> **WHAT TO PRODUCE**
Output all of the data verbatim.

> **DATA SUPPLIED**
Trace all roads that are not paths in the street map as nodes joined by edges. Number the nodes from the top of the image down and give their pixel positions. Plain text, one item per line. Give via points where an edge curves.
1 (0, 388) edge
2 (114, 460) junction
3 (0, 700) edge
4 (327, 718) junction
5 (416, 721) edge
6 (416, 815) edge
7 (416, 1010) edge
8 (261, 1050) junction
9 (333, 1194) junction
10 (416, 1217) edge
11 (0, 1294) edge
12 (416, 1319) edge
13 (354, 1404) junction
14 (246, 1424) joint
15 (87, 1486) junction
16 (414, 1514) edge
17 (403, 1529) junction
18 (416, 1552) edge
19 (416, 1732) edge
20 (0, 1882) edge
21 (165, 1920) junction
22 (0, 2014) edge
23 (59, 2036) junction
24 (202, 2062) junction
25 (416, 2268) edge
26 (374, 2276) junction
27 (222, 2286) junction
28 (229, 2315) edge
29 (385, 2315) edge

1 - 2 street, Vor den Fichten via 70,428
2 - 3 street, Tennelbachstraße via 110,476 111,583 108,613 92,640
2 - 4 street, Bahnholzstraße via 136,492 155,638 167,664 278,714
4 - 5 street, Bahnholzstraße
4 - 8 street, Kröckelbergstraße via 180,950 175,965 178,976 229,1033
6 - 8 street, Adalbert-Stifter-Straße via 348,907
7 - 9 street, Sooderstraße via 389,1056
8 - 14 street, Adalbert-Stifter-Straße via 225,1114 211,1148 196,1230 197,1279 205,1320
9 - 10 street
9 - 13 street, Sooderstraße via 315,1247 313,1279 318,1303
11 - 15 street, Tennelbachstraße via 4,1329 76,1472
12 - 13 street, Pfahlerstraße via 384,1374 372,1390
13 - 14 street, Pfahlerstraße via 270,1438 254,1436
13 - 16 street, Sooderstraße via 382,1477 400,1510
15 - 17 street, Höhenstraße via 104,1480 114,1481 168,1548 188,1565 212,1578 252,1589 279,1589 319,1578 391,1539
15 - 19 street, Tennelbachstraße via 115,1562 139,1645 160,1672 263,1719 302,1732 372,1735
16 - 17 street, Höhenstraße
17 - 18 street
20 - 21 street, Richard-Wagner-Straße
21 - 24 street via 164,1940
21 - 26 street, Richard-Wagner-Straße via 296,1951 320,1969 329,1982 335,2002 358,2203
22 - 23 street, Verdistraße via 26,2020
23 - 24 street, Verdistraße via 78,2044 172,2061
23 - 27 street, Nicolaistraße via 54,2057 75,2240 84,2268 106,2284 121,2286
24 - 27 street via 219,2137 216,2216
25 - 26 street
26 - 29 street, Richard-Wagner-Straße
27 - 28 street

> **SOLUTION TO THIS EXERCISE**
Trace all roads that are not paths in the street map as nodes joined by edges. Number the nodes from the top of the image down and give their pixel positions. Plain text, one item per line. Give via points where an edge curves.
1 (0, 388) edge
2 (114, 460) junction
3 (0, 700) edge
4 (327, 718) junction
5 (416, 721) edge
6 (416, 815) edge
7 (416, 1010) edge
8 (261, 1050) junction
9 (333, 1194) junction
10 (416, 1217) edge
11 (0, 1294) edge
12 (416, 1319) edge
13 (354, 1404) junction
14 (246, 1424) joint
15 (87, 1486) junction
16 (414, 1514) edge
17 (403, 1529) junction
18 (416, 1552) edge
19 (416, 1732) edge
20 (0, 1882) edge
21 (165, 1920) junction
22 (0, 2014) edge
23 (59, 2036) junction
24 (202, 2062) junction
25 (416, 2268) edge
26 (374, 2276) junction
27 (222, 2286) junction
28 (229, 2315) edge
29 (385, 2315) edge

1 - 2 street, Vor den Fichten via 70,428
2 - 3 street, Tennelbachstraße via 110,476 111,583 108,613 92,640
2 - 4 street, Bahnholzstraße via 136,492 155,638 167,664 278,714
4 - 5 street, Bahnholzstraße
4 - 8 street, Kröckelbergstraße via 180,950 175,965 178,976 229,1033
6 - 8 street, Adalbert-Stifter-Straße via 348,907
7 - 9 street, Sooderstraße via 389,1056
8 - 14 street, Adalbert-Stifter-Straße via 225,1114 211,1148 196,1230 197,1279 205,1320
9 - 10 street
9 - 13 street, Sooderstraße via 315,1247 313,1279 318,1303
11 - 15 street, Tennelbachstraße via 4,1329 76,1472
12 - 13 street, Pfahlerstraße via 384,1374 372,1390
13 - 14 street, Pfahlerstraße via 270,1438 254,1436
13 - 16 street, Sooderstraße via 382,1477 400,1510
15 - 17 street, Höhenstraße via 104,1480 114,1481 168,1548 188,1565 212,1578 252,1589 279,1589 319,1578 391,1539
15 - 19 street, Tennelbachstraße via 115,1562 139,1645 160,1672 263,1719 302,1732 372,1735
16 - 17 street, Höhenstraße
17 - 18 street
20 - 21 street, Richard-Wagner-Straße
21 - 24 street via 164,1940
21 - 26 street, Richard-Wagner-Straße via 296,1951 320,1969 329,1982 335,2002 358,2203
22 - 23 street, Verdistraße via 26,2020
23 - 24 street, Verdistraße via 78,2044 172,2061
23 - 27 street, Nicolaistraße via 54,2057 75,2240 84,2268 106,2284 121,2286
24 - 27 street via 219,2137 216,2216
25 - 26 street
26 - 29 street, Richard-Wagner-Straße
27 - 28 street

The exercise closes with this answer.